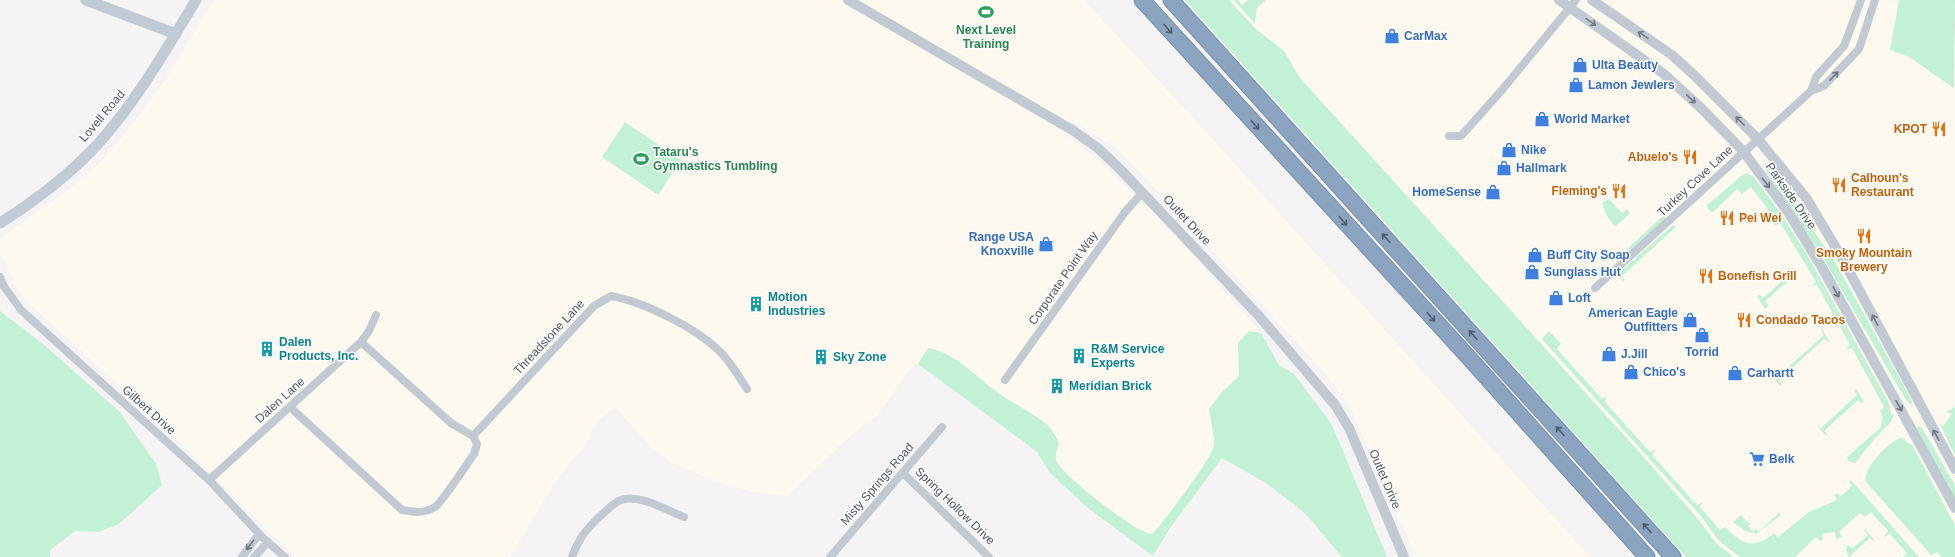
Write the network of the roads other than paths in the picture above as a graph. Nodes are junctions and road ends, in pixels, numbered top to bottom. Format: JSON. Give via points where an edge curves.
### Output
{"nodes":[{"id":1,"x":86,"y":0,"type":"edge"},
{"id":2,"x":196,"y":0,"type":"edge"},
{"id":3,"x":848,"y":0,"type":"edge"},
{"id":4,"x":1142,"y":0,"type":"edge"},
{"id":5,"x":1171,"y":0,"type":"edge"},
{"id":6,"x":1558,"y":0,"type":"edge"},
{"id":7,"x":1592,"y":0,"type":"edge"},
{"id":8,"x":1861,"y":0,"type":"edge"},
{"id":9,"x":1875,"y":0,"type":"edge"},
{"id":10,"x":1573,"y":4,"type":"edge"},
{"id":11,"x":1855,"y":18,"type":"junction"},
{"id":12,"x":1869,"y":23,"type":"junction"},
{"id":13,"x":176,"y":34,"type":"junction"},
{"id":14,"x":1811,"y":90,"type":"junction"},
{"id":15,"x":1449,"y":136,"type":"dead end"},
{"id":16,"x":1758,"y":138,"type":"junction"},
{"id":17,"x":1743,"y":151,"type":"junction"},
{"id":18,"x":1143,"y":192,"type":"junction"},
{"id":19,"x":0,"y":223,"type":"edge"},
{"id":20,"x":0,"y":277,"type":"edge"},
{"id":21,"x":1595,"y":288,"type":"dead end"},
{"id":22,"x":376,"y":315,"type":"dead end"},
{"id":23,"x":361,"y":342,"type":"junction"},
{"id":24,"x":1006,"y":380,"type":"dead end"},
{"id":25,"x":747,"y":389,"type":"dead end"},
{"id":26,"x":290,"y":407,"type":"junction"},
{"id":27,"x":1923,"y":412,"type":"junction"},
{"id":28,"x":1908,"y":421,"type":"junction"},
{"id":29,"x":942,"y":427,"type":"dead end"},
{"id":30,"x":473,"y":436,"type":"junction"},
{"id":31,"x":1955,"y":469,"type":"edge"},
{"id":32,"x":903,"y":473,"type":"junction"},
{"id":33,"x":209,"y":480,"type":"junction"},
{"id":34,"x":1955,"y":508,"type":"edge"},
{"id":35,"x":684,"y":518,"type":"dead end"},
{"id":36,"x":259,"y":534,"type":"junction"},
{"id":37,"x":268,"y":542,"type":"junction"},
{"id":38,"x":242,"y":557,"type":"edge"},
{"id":39,"x":254,"y":557,"type":"edge"},
{"id":40,"x":285,"y":557,"type":"edge"},
{"id":41,"x":572,"y":557,"type":"edge"},
{"id":42,"x":830,"y":557,"type":"edge"},
{"id":43,"x":989,"y":557,"type":"edge"},
{"id":44,"x":1404,"y":557,"type":"edge"},
{"id":45,"x":1647,"y":557,"type":"edge"},
{"id":46,"x":1673,"y":557,"type":"edge"}],
"edges":[{"from":1,"to":13,"type":"main road"},
{"from":2,"to":13,"type":"main road","name":"Lovell Road"},
{"from":3,"to":18,"type":"street","name":"Outlet Drive","via":[[1074,131],[1109,158]]},
{"from":4,"to":45,"type":"highway","one_way":true},
{"from":46,"to":5,"type":"highway","one_way":true},
{"from":6,"to":10,"type":"street","name":"Parkside Drive"},
{"from":16,"to":7,"type":"street","name":"Parkside Drive","one_way":true,"via":[[1672,55]]},
{"from":8,"to":11,"type":"street","name":"Turkey Cove Lane"},
{"from":9,"to":12,"type":"street","name":"Turkey Cove Lane"},
{"from":10,"to":15,"type":"street","via":[[1461,136]]},
{"from":10,"to":17,"type":"street","name":"Parkside Drive","one_way":true,"via":[[1664,74]]},
{"from":11,"to":12,"type":"street"},
{"from":11,"to":14,"type":"street","name":"Turkey Cove Lane","via":[[1844,46],[1816,77]]},
{"from":14,"to":12,"type":"street","name":"Turkey Cove Lane","one_way":true,"via":[[1824,86],[1854,56],[1862,44]]},
{"from":13,"to":19,"type":"main road","name":"Lovell Road","via":[[138,93],[96,146],[47,190]]},
{"from":14,"to":16,"type":"street","name":"Turkey Cove Lane"},
{"from":16,"to":17,"type":"street","name":"Turkey Cove Lane"},
{"from":27,"to":16,"type":"street","name":"Parkside Drive","one_way":true,"via":[[1842,258],[1811,205]]},
{"from":17,"to":21,"type":"street","name":"Turkey Cove Lane"},
{"from":17,"to":28,"type":"street","name":"Parkside Drive","one_way":true,"via":[[1788,212],[1823,269]]},
{"from":18,"to":24,"type":"street","name":"Corporate Point Way","via":[[1124,212]]},
{"from":18,"to":44,"type":"street","name":"Outlet Drive","via":[[1258,316],[1335,405],[1349,428]]},
{"from":20,"to":33,"type":"street","name":"Gilbert Drive","via":[[21,310]]},
{"from":22,"to":23,"type":"street","name":"Dalen Lane"},
{"from":23,"to":26,"type":"street","name":"Dalen Lane"},
{"from":23,"to":30,"type":"street","via":[[451,423]]},
{"from":25,"to":30,"type":"street","name":"Threadstone Lane","via":[[724,356],[701,334],[624,298],[611,296],[594,306]]},
{"from":26,"to":30,"type":"street","via":[[402,510],[413,512],[425,512],[436,507],[474,454],[477,444]]},
{"from":26,"to":33,"type":"street","name":"Dalen Lane"},
{"from":27,"to":28,"type":"street"},
{"from":31,"to":27,"type":"street","name":"Parkside Drive","one_way":true},
{"from":28,"to":34,"type":"street","name":"Parkside Drive"},
{"from":29,"to":32,"type":"street","name":"Misty Springs Road"},
{"from":32,"to":42,"type":"street","name":"Misty Springs Road"},
{"from":32,"to":43,"type":"street","name":"Spring Hollow Drive"},
{"from":33,"to":36,"type":"street","name":"Gilbert Drive"},
{"from":35,"to":41,"type":"street","via":[[647,502],[622,499],[584,532]]},
{"from":36,"to":37,"type":"street","name":"Gilbert Drive"},
{"from":36,"to":38,"type":"street","one_way":true},
{"from":37,"to":39,"type":"street"},
{"from":37,"to":40,"type":"street","name":"Gilbert Drive"}]}
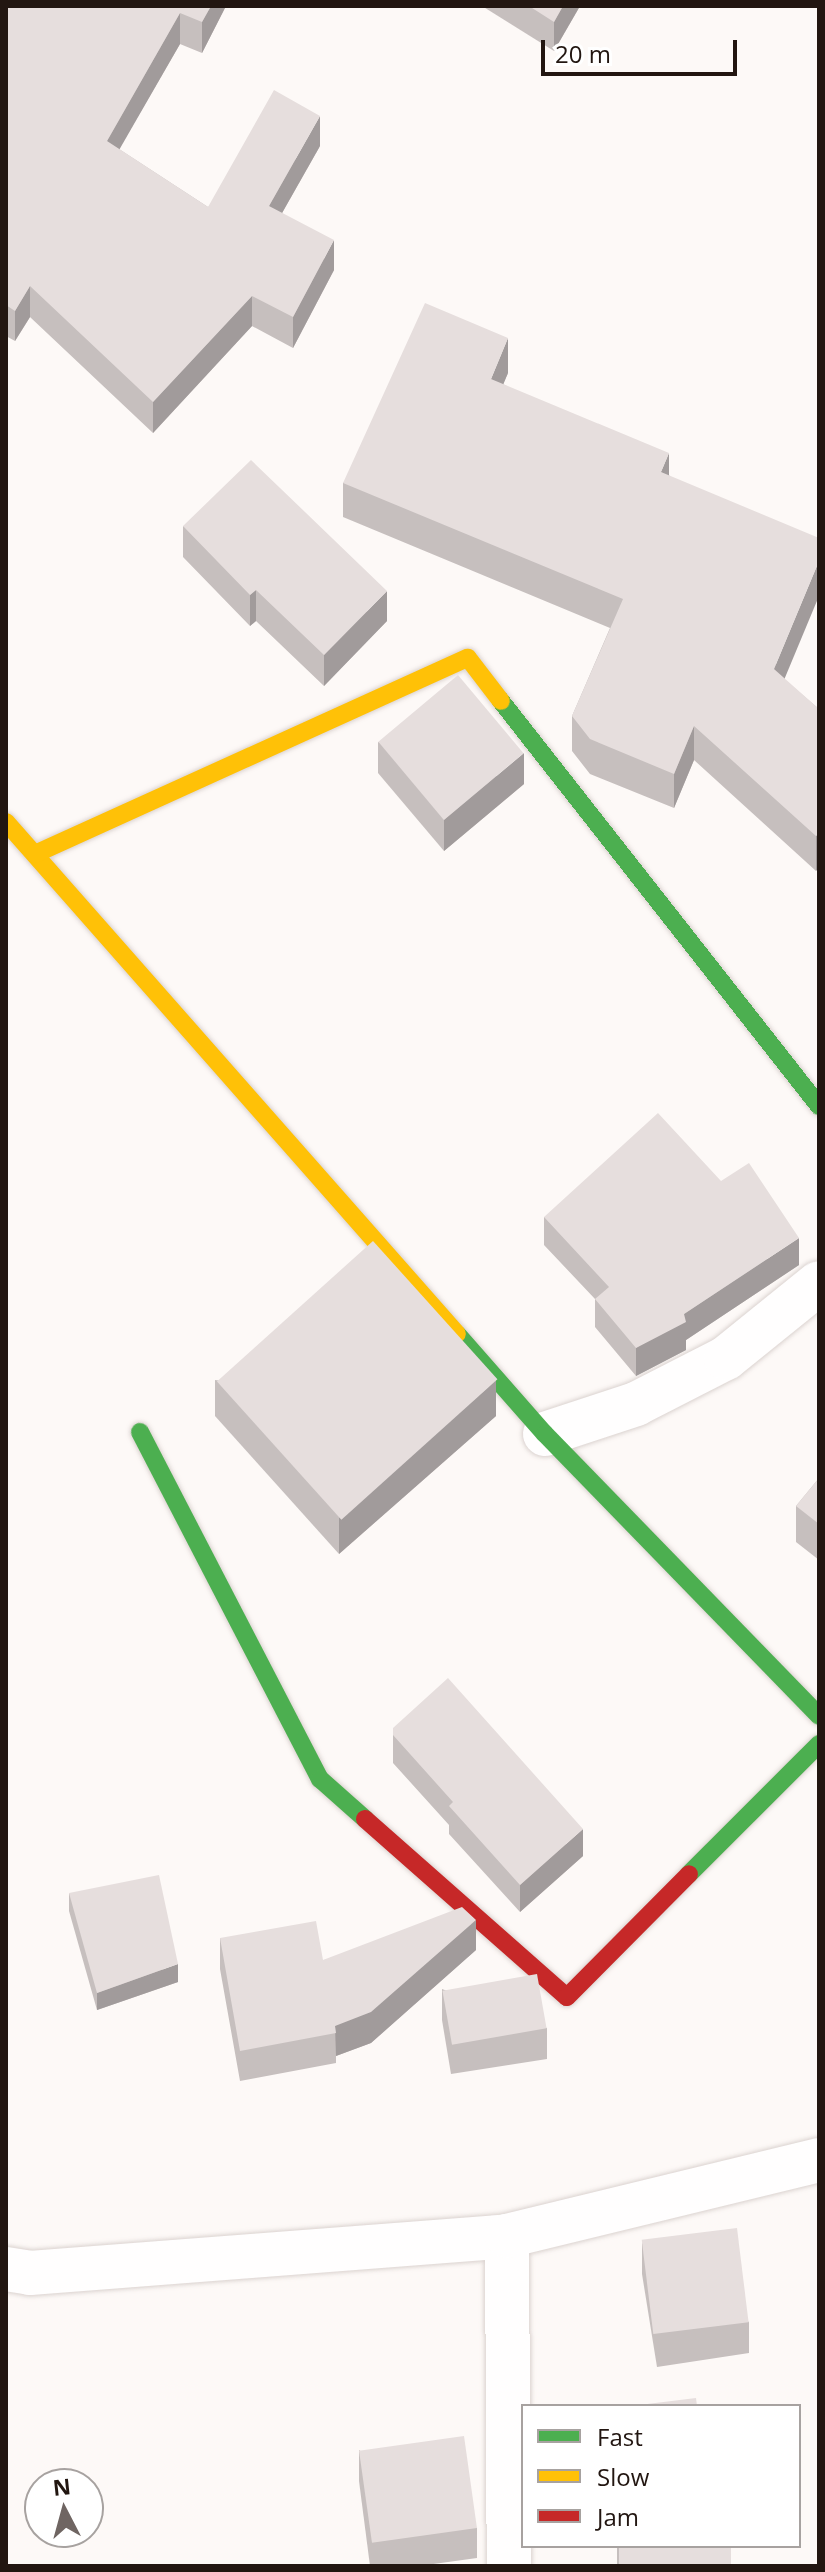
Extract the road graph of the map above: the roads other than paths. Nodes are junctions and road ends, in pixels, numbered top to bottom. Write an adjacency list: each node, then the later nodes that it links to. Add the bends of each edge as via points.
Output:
1 (6, 822): 2 (street)
2 (35, 854): 3 (street, via 468,658); 6 (street)
3 (819, 1106)
4 (819, 1283): 6 (street, via 726,1358 636,1404)
5 (140, 1432): 8 (street, via 320,1779 567,1997)
6 (545, 1434): 7 (street)
7 (819, 1716)
8 (819, 1744)
9 (819, 2160): 10 (street)
10 (507, 2236): 11 (street, via 30,2273); 12 (street)
11 (6, 2269)
12 (509, 2566)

> _WHAT YOU WILL DO_
Each entry above must be restated word for word; the pictures stay out of the copy.

> _FINISHED EXERCISE_
Write the network of the roads other than paths in the picture above as a graph. Nodes are junctions and road ends, in pixels, numbered top to bottom. Format: JSON. Give via points where an edge curves.
### Output
{"nodes":[{"id":1,"x":86,"y":0,"type":"edge"},
{"id":2,"x":196,"y":0,"type":"edge"},
{"id":3,"x":848,"y":0,"type":"edge"},
{"id":4,"x":1142,"y":0,"type":"edge"},
{"id":5,"x":1171,"y":0,"type":"edge"},
{"id":6,"x":1558,"y":0,"type":"edge"},
{"id":7,"x":1592,"y":0,"type":"edge"},
{"id":8,"x":1861,"y":0,"type":"edge"},
{"id":9,"x":1875,"y":0,"type":"edge"},
{"id":10,"x":1573,"y":4,"type":"edge"},
{"id":11,"x":1855,"y":18,"type":"junction"},
{"id":12,"x":1869,"y":23,"type":"junction"},
{"id":13,"x":176,"y":34,"type":"junction"},
{"id":14,"x":1811,"y":90,"type":"junction"},
{"id":15,"x":1449,"y":136,"type":"dead end"},
{"id":16,"x":1758,"y":138,"type":"junction"},
{"id":17,"x":1743,"y":151,"type":"junction"},
{"id":18,"x":1143,"y":192,"type":"junction"},
{"id":19,"x":0,"y":223,"type":"edge"},
{"id":20,"x":0,"y":277,"type":"edge"},
{"id":21,"x":1595,"y":288,"type":"dead end"},
{"id":22,"x":376,"y":315,"type":"dead end"},
{"id":23,"x":361,"y":342,"type":"junction"},
{"id":24,"x":1006,"y":380,"type":"dead end"},
{"id":25,"x":747,"y":389,"type":"dead end"},
{"id":26,"x":290,"y":407,"type":"junction"},
{"id":27,"x":1923,"y":412,"type":"junction"},
{"id":28,"x":1908,"y":421,"type":"junction"},
{"id":29,"x":942,"y":427,"type":"dead end"},
{"id":30,"x":473,"y":436,"type":"junction"},
{"id":31,"x":1955,"y":469,"type":"edge"},
{"id":32,"x":903,"y":473,"type":"junction"},
{"id":33,"x":209,"y":480,"type":"junction"},
{"id":34,"x":1955,"y":508,"type":"edge"},
{"id":35,"x":684,"y":518,"type":"dead end"},
{"id":36,"x":259,"y":534,"type":"junction"},
{"id":37,"x":268,"y":542,"type":"junction"},
{"id":38,"x":242,"y":557,"type":"edge"},
{"id":39,"x":254,"y":557,"type":"edge"},
{"id":40,"x":285,"y":557,"type":"edge"},
{"id":41,"x":572,"y":557,"type":"edge"},
{"id":42,"x":830,"y":557,"type":"edge"},
{"id":43,"x":989,"y":557,"type":"edge"},
{"id":44,"x":1404,"y":557,"type":"edge"},
{"id":45,"x":1647,"y":557,"type":"edge"},
{"id":46,"x":1673,"y":557,"type":"edge"}],
"edges":[{"from":1,"to":13,"type":"main road"},
{"from":2,"to":13,"type":"main road","name":"Lovell Road"},
{"from":3,"to":18,"type":"street","name":"Outlet Drive","via":[[1074,131],[1109,158]]},
{"from":4,"to":45,"type":"highway","one_way":true},
{"from":46,"to":5,"type":"highway","one_way":true},
{"from":6,"to":10,"type":"street","name":"Parkside Drive"},
{"from":16,"to":7,"type":"street","name":"Parkside Drive","one_way":true,"via":[[1672,55]]},
{"from":8,"to":11,"type":"street","name":"Turkey Cove Lane"},
{"from":9,"to":12,"type":"street","name":"Turkey Cove Lane"},
{"from":10,"to":15,"type":"street","via":[[1461,136]]},
{"from":10,"to":17,"type":"street","name":"Parkside Drive","one_way":true,"via":[[1664,74]]},
{"from":11,"to":12,"type":"street"},
{"from":11,"to":14,"type":"street","name":"Turkey Cove Lane","via":[[1844,46],[1816,77]]},
{"from":14,"to":12,"type":"street","name":"Turkey Cove Lane","one_way":true,"via":[[1824,86],[1854,56],[1862,44]]},
{"from":13,"to":19,"type":"main road","name":"Lovell Road","via":[[138,93],[96,146],[47,190]]},
{"from":14,"to":16,"type":"street","name":"Turkey Cove Lane"},
{"from":16,"to":17,"type":"street","name":"Turkey Cove Lane"},
{"from":27,"to":16,"type":"street","name":"Parkside Drive","one_way":true,"via":[[1842,258],[1811,205]]},
{"from":17,"to":21,"type":"street","name":"Turkey Cove Lane"},
{"from":17,"to":28,"type":"street","name":"Parkside Drive","one_way":true,"via":[[1788,212],[1823,269]]},
{"from":18,"to":24,"type":"street","name":"Corporate Point Way","via":[[1124,212]]},
{"from":18,"to":44,"type":"street","name":"Outlet Drive","via":[[1258,316],[1335,405],[1349,428]]},
{"from":20,"to":33,"type":"street","name":"Gilbert Drive","via":[[21,310]]},
{"from":22,"to":23,"type":"street","name":"Dalen Lane"},
{"from":23,"to":26,"type":"street","name":"Dalen Lane"},
{"from":23,"to":30,"type":"street","via":[[451,423]]},
{"from":25,"to":30,"type":"street","name":"Threadstone Lane","via":[[724,356],[701,334],[624,298],[611,296],[594,306]]},
{"from":26,"to":30,"type":"street","via":[[402,510],[413,512],[425,512],[436,507],[474,454],[477,444]]},
{"from":26,"to":33,"type":"street","name":"Dalen Lane"},
{"from":27,"to":28,"type":"street"},
{"from":31,"to":27,"type":"street","name":"Parkside Drive","one_way":true},
{"from":28,"to":34,"type":"street","name":"Parkside Drive"},
{"from":29,"to":32,"type":"street","name":"Misty Springs Road"},
{"from":32,"to":42,"type":"street","name":"Misty Springs Road"},
{"from":32,"to":43,"type":"street","name":"Spring Hollow Drive"},
{"from":33,"to":36,"type":"street","name":"Gilbert Drive"},
{"from":35,"to":41,"type":"street","via":[[647,502],[622,499],[584,532]]},
{"from":36,"to":37,"type":"street","name":"Gilbert Drive"},
{"from":36,"to":38,"type":"street","one_way":true},
{"from":37,"to":39,"type":"street"},
{"from":37,"to":40,"type":"street","name":"Gilbert Drive"}]}
Extract the road graph of the map above: the roads other than paths. Nodes are junctions and road ends, in pixels, numbered top to bottom. Write an adjacency list: each node, then the later nodes that it links to. Add the bends of each edge as via points.
Output:
1 (6, 822): 2 (street)
2 (35, 854): 3 (street, via 468,658); 6 (street)
3 (819, 1106)
4 (819, 1283): 6 (street, via 726,1358 636,1404)
5 (140, 1432): 8 (street, via 320,1779 567,1997)
6 (545, 1434): 7 (street)
7 (819, 1716)
8 (819, 1744)
9 (819, 2160): 10 (street)
10 (507, 2236): 11 (street, via 30,2273); 12 (street)
11 (6, 2269)
12 (509, 2566)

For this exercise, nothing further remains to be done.